Dans le rapport Bilan-Faim 2009, une mise à jour de la situation de la faim au Canada, les Banques alimentaires Canada constatent que le nombre de personnes ayant fréquenté les banques alimentaires a connu la plus forte hausse jamais enregistrée au cours des 13 dernières années.
Hausse de 18 %
Au pays, près de 800 000 personnes (plus que la population du Nouveau-Brunswick) ont demandé de l'aide pour se nourrir en mars 2009, une hausse de 18 % par rapport à mars 2008. De ce nombre, il y avait 293 677 enfants. Plus de 72 000 personnes ont franchi le seuil d'une banque alimentaire pour la première fois en mars 2009.

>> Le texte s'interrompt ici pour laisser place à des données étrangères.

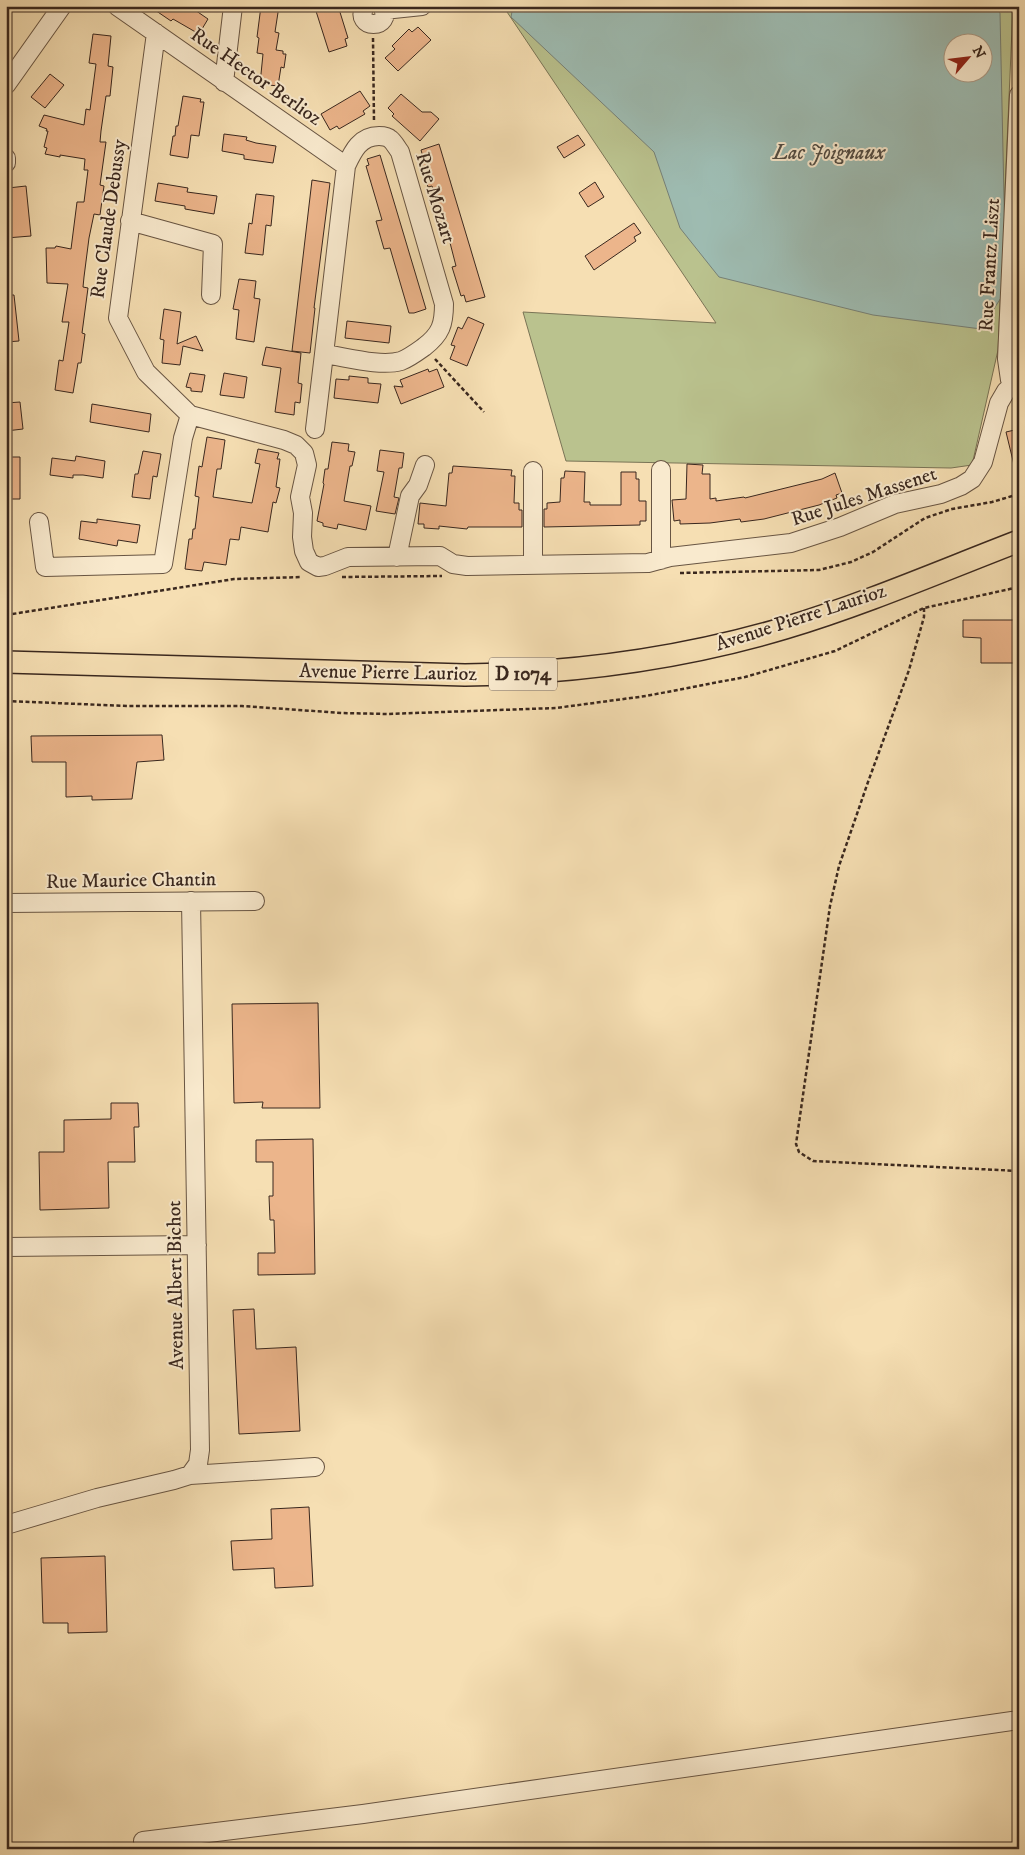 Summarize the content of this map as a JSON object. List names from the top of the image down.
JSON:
{
  "streets": {
    "main road": ["Avenue Pierre Laurioz", "D 1074"],
    "street": [
      "Rue Hector Berlioz",
      "Rue Mozart",
      "Rue Claude Debussy",
      "Rue Frantz Liszt",
      "Rue Jules Massenet",
      "Rue Maurice Chantin",
      "Avenue Albert Bichot"
    ]
  },
  "crossings": [
    ["Rue Hector Berlioz", "Rue Claude Debussy"],
    ["Rue Claude Debussy", "Rue Jules Massenet"],
    ["Rue Frantz Liszt", "Rue Jules Massenet"],
    ["Rue Maurice Chantin", "Avenue Albert Bichot"]
  ],
  "water": ["Lac Joignaux"],
  "north": "top right"
} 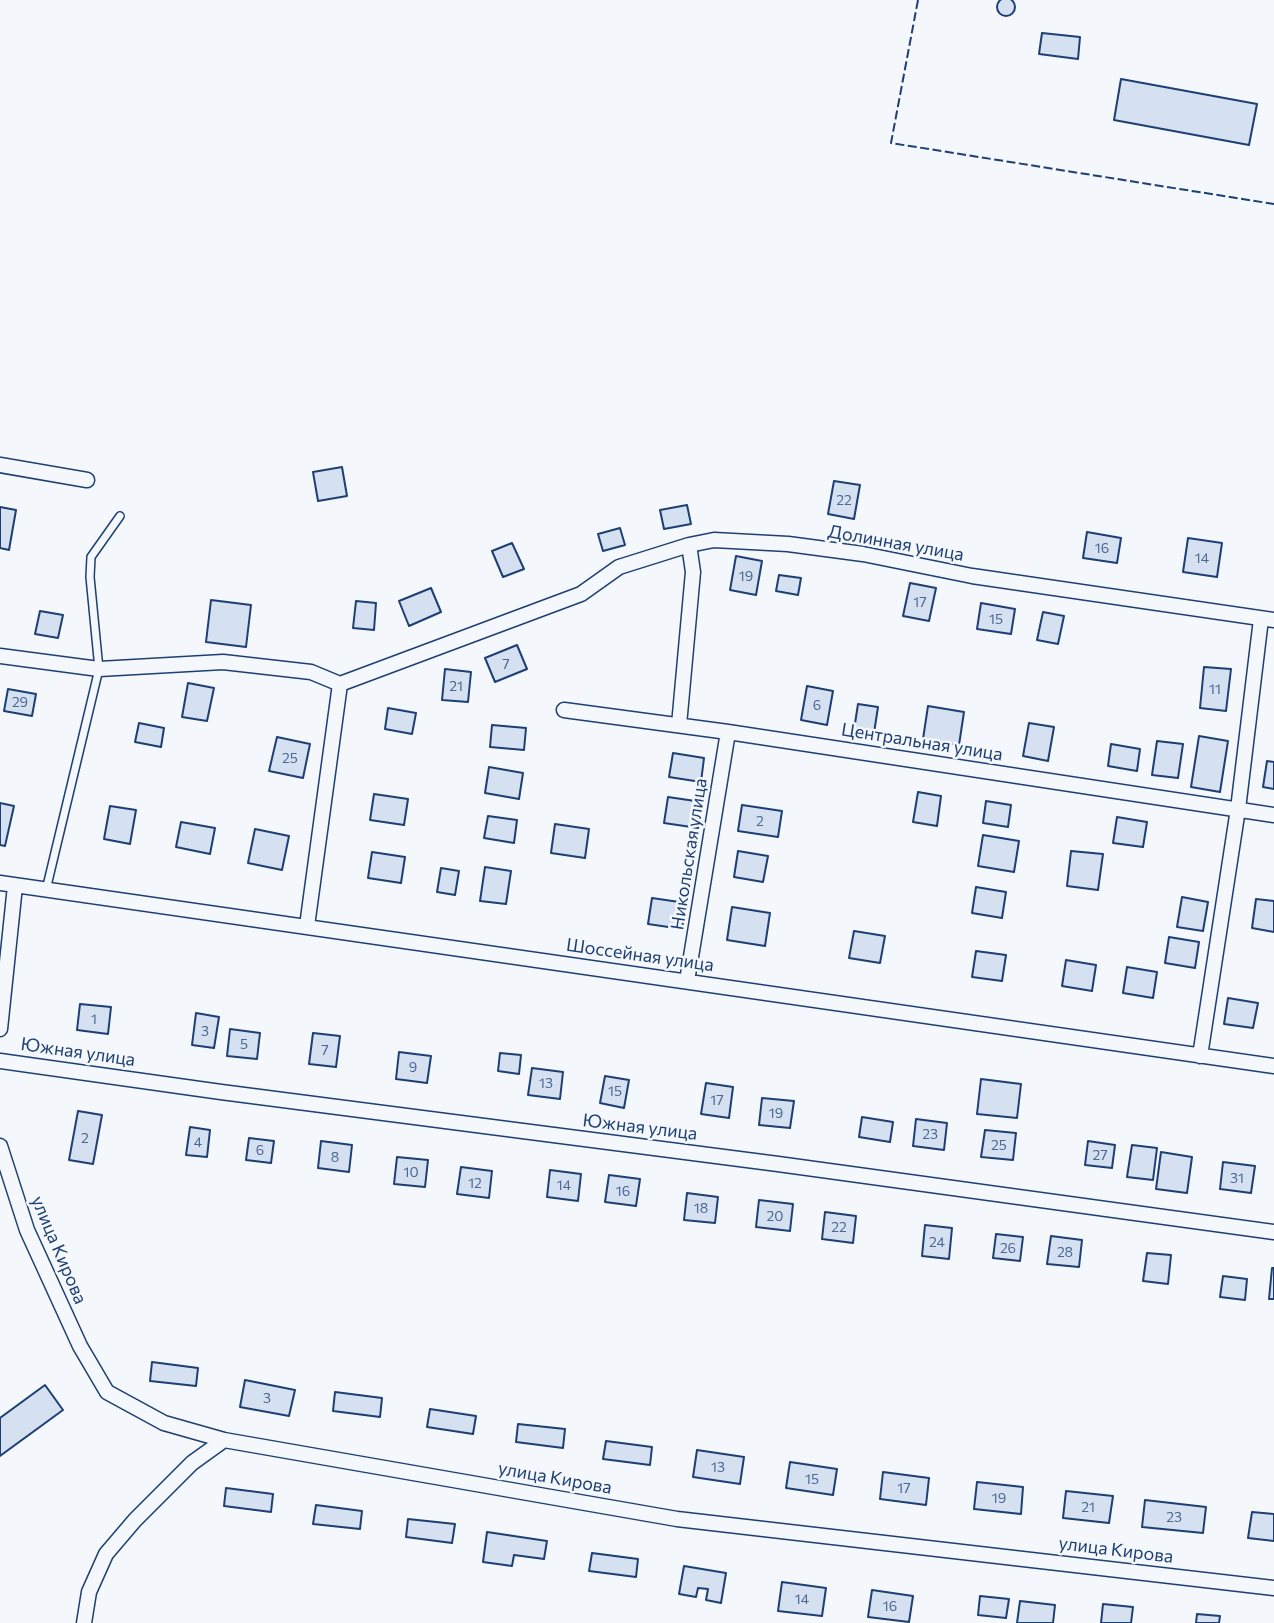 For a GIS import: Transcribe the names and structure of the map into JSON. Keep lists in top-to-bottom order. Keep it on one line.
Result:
{"streets":{"street":["Долинная улица","Центральная улица","Никольская улица","Шоссейная улица","Южная улица","улица Кирова"]},"crossings":[["Центральная улица","Никольская улица"],["Никольская улица","Шоссейная улица"]],"house_numbers":["22","16","14","19","17","15","7","21","11","29","6","25","2","1","3","5","7","9","13","15","17","19","23","2","4","25","6","27","8","10","31","12","14","16","18","20","22","24","26","28","3","13","15","17","19","21","23","14","16"]} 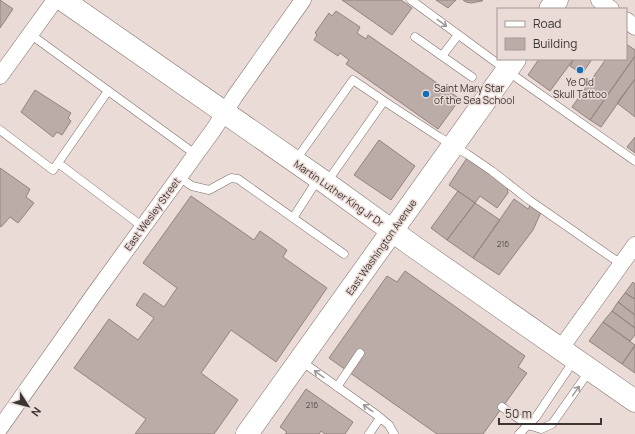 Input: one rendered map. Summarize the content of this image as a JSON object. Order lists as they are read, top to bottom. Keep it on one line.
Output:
{"streets":{"main road":["Martin Luther King Jr Dr","East Washington Avenue"],"street":["East Wesley Street"]},"crossings":[["Martin Luther King Jr Dr","East Wesley Street"],["Martin Luther King Jr Dr","East Washington Avenue"]],"places":["Ye Old Skull Tattoo","Saint Mary Star of the Sea School"],"house_numbers":["216","216"],"legend":["Road","Building"],"scale_bar":"50 m","north":"bottom right"} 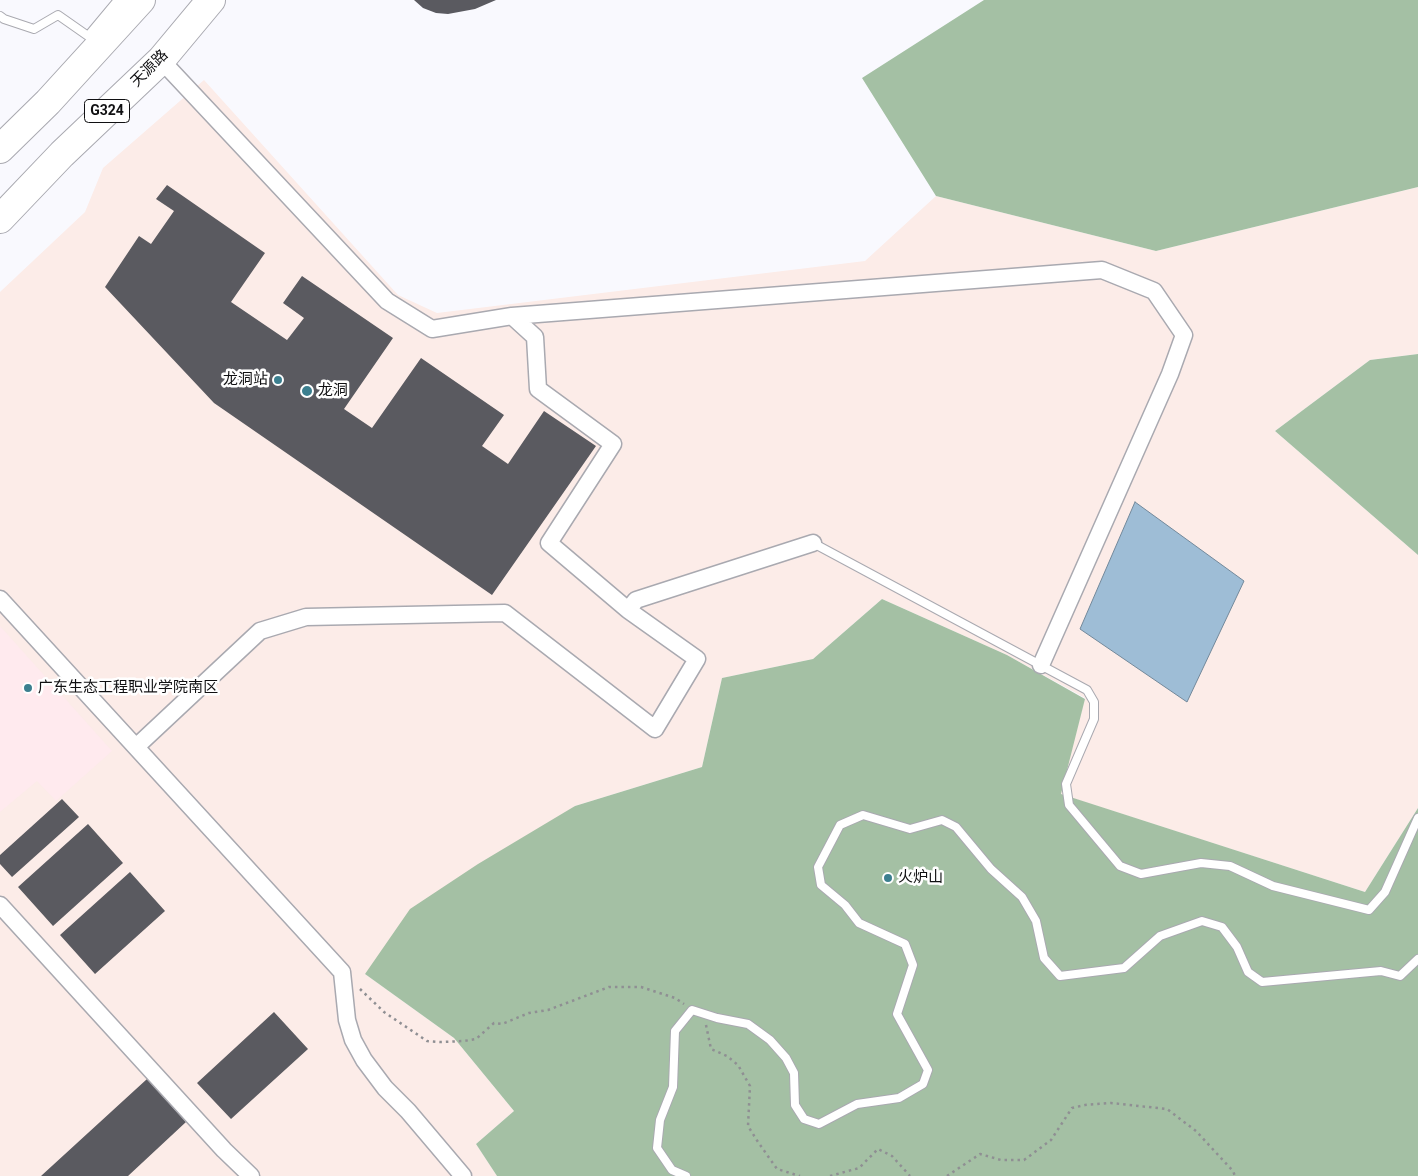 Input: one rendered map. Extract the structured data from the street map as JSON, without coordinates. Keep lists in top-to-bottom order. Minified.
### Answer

C'est l'Alberta qui a connu la plus forte hausse alors que les visites y ont augmenté de plus de 60 %, alors que le Québec a enregistré une hausse de 7,8 %, comparativement à 19,1 % pour l'Ontario. Seule la province de l'Île-du-Prince-Édouard a connu une baisse d'achalandage de -6,4 %.
Un peu plus de la moitié (51 %) des ménages aidés avait l'aide sociale comme principale source de revenu, alors que 13,6 % avaient un emploi, 13 % des prestations d'invalidité et 6 % une pension. La grande majorité, soit 87 %, des personnes aidées vivent dans des logements locatifs. La moitié des ménages aidés sont des familles avec des enfants.
« Inacceptable »
« Plus de 800 000 personnes, c'est un chiffre beaucoup trop élevé, quoi qu'on en dise. Dans un pays riche comme le nôtre, trop de Canadiens sont aux prises avec des difficultés économiques et cette situation est inacceptable. Il est temps d'agir pour créer une nouvelle réalité » a indiqué Jean Pigeon, membre du conseil d'administration de Banques alimentaires Canada et directeur général de Moisson Outaouais.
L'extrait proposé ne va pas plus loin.